Schema can be traced back to Kant. They highlight a give and take between culture and memory. Basically, we understand and organize our experiences based on prior knowledge, which is formed by social and cultural experiences. However, culture’s role in schema has been lost in current schema theory and its application to reading processes.

Schema theory was the driving force as reading models were developed in the 1970s and 80s. Studies have essentially proven that prior experience strongly influences one’s interpretation of a text. This is usually proven in research through the use of “bizarre” or “ambiguous” texts. Critics point out that these texts do not reflect the readings we encounter in normal situations nor in a classroom.

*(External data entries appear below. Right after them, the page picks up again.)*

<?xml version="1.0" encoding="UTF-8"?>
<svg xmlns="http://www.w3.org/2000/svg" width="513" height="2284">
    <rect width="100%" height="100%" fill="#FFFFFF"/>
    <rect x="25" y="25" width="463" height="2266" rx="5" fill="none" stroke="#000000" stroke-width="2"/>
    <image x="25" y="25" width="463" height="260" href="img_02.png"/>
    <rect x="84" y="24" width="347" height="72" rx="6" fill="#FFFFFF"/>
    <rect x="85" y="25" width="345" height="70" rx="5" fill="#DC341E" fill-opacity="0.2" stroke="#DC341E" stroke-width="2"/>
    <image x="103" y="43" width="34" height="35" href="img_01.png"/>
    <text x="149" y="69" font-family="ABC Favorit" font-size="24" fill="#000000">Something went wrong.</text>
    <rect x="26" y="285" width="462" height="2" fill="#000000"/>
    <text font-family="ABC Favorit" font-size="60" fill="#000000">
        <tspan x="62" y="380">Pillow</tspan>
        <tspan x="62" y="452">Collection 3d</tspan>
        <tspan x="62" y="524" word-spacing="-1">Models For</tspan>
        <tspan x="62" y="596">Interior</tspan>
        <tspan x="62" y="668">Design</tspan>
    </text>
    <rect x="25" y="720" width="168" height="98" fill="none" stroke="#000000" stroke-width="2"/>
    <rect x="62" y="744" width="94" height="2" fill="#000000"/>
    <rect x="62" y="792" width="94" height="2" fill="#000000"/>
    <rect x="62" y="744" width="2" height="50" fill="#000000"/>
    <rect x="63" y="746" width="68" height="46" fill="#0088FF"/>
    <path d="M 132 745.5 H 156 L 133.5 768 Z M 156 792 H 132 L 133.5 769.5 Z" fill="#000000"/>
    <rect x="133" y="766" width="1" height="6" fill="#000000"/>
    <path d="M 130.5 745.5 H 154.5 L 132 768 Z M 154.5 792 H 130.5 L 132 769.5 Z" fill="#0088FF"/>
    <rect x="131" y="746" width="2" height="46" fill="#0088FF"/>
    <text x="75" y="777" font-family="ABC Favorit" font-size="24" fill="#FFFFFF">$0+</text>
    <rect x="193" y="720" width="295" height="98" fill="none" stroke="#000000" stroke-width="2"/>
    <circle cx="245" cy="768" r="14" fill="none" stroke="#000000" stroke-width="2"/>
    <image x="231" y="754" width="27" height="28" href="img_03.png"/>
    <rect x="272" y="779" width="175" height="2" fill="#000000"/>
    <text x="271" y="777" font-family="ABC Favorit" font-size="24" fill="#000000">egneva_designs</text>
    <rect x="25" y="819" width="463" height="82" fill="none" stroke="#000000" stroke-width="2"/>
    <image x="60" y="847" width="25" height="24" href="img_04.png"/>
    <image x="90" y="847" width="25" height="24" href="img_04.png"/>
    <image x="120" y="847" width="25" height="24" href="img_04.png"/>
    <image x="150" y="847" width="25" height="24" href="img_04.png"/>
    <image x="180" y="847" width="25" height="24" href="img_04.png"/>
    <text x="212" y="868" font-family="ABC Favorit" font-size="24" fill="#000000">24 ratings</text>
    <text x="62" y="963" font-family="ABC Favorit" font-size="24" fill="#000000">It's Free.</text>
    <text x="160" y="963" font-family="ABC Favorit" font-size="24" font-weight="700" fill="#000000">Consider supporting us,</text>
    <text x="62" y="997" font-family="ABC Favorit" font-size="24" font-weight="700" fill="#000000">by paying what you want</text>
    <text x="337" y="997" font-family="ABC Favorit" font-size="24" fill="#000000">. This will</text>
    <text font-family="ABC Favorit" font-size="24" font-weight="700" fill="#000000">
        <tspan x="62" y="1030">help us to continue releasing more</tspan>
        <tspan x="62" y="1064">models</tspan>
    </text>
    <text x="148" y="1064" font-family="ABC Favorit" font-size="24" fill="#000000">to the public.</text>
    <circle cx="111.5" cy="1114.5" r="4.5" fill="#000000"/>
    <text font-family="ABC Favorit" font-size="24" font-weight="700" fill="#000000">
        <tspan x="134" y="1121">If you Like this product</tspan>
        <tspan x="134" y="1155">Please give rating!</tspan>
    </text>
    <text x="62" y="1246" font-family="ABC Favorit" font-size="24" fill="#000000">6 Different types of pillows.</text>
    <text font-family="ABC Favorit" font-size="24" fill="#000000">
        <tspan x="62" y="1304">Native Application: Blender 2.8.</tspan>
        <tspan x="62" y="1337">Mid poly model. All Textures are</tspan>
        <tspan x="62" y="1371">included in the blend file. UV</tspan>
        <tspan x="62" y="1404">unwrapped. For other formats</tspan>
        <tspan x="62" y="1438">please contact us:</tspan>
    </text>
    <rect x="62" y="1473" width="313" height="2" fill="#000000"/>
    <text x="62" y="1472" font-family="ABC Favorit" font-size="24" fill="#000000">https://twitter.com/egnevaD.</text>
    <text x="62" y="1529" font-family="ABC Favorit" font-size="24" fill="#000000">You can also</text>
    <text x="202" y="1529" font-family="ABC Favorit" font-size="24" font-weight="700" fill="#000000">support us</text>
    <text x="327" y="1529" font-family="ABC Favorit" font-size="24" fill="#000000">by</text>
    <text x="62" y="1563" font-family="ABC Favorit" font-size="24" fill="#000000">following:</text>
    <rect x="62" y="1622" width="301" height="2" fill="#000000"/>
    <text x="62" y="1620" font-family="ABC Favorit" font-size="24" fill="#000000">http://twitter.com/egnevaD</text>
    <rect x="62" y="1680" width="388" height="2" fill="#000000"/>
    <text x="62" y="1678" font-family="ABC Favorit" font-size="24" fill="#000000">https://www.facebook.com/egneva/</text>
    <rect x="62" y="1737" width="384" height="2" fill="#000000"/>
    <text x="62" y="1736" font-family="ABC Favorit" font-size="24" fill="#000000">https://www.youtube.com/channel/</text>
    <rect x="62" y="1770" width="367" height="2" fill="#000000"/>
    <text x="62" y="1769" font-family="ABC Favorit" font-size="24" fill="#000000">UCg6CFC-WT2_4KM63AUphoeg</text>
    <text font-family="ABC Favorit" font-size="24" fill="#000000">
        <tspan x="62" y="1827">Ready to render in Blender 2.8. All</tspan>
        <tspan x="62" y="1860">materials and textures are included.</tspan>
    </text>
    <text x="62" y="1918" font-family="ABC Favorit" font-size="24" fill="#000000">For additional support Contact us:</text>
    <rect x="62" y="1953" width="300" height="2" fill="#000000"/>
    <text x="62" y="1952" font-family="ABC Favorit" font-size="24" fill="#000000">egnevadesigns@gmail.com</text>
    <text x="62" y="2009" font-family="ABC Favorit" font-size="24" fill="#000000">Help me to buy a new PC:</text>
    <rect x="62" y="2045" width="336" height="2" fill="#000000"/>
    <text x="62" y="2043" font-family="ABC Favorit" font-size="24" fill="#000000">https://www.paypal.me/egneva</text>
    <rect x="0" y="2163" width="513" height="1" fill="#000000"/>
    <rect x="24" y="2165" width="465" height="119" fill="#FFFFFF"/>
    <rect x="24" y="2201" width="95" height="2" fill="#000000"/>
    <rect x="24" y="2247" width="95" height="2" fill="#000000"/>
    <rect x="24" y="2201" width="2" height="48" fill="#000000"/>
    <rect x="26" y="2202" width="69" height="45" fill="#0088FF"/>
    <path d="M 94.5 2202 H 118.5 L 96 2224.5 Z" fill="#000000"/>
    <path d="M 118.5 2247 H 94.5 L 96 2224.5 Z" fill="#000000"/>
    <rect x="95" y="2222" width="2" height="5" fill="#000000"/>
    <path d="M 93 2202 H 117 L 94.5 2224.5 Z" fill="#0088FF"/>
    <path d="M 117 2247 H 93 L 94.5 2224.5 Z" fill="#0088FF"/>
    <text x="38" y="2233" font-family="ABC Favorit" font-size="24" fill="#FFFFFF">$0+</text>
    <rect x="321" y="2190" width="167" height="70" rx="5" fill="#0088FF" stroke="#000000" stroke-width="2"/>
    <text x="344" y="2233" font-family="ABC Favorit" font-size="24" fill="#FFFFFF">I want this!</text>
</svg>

Research has not delved into schema origination, and the authors are interested in the role of social and cultural factors in schema development. They believe that “social and cultural considerations are the most critical and essential factors in schema acquisition” (541).

“Sociocultural theorists argue that schemas emerge from the social interactions between an individual and his environment” (547). If we look at reading from a socio-cultural perspective, we recognize that culture influences how we see the world—that is, how we pattern the world we live in. That patterning influences how we will interpret meaning not just in the world but in words.

The way that cognitive practices are influences by social practices is reflected in learning. A student who struggles with reading a text may better understand the material by talking about the reading with peers. He or she is then able to take that new understanding back into the cognitive sphere by writing about the text. Learning is recursive (see Vygotsky Space model, pg 548).

Classroom Practice:
The authors give an example of Mrs. Weber who taught a unit on racism. They read and discussed Dr. Martin Luther King Jr.’s “I Have a Dream” and read a book in which a young boy doesn't understand the use of the word “black” to describe people who were cinnamon, nutmeg, acorn, etc. After reading the passage, Mrs. Weber had all the children put their hands in a circle and notice the different shades and colors.

One child in Mrs. Weber’s class did not understand the purpose of this exercise or the book. He had lived in the U.S. for two years and, despite all the class discussion and context provided leading up to this particular reading, simply didn’t have experience of racism. Since he didn’t have that schema, he took the exercise and the book literally and could not see the figurative “lesson” behind it.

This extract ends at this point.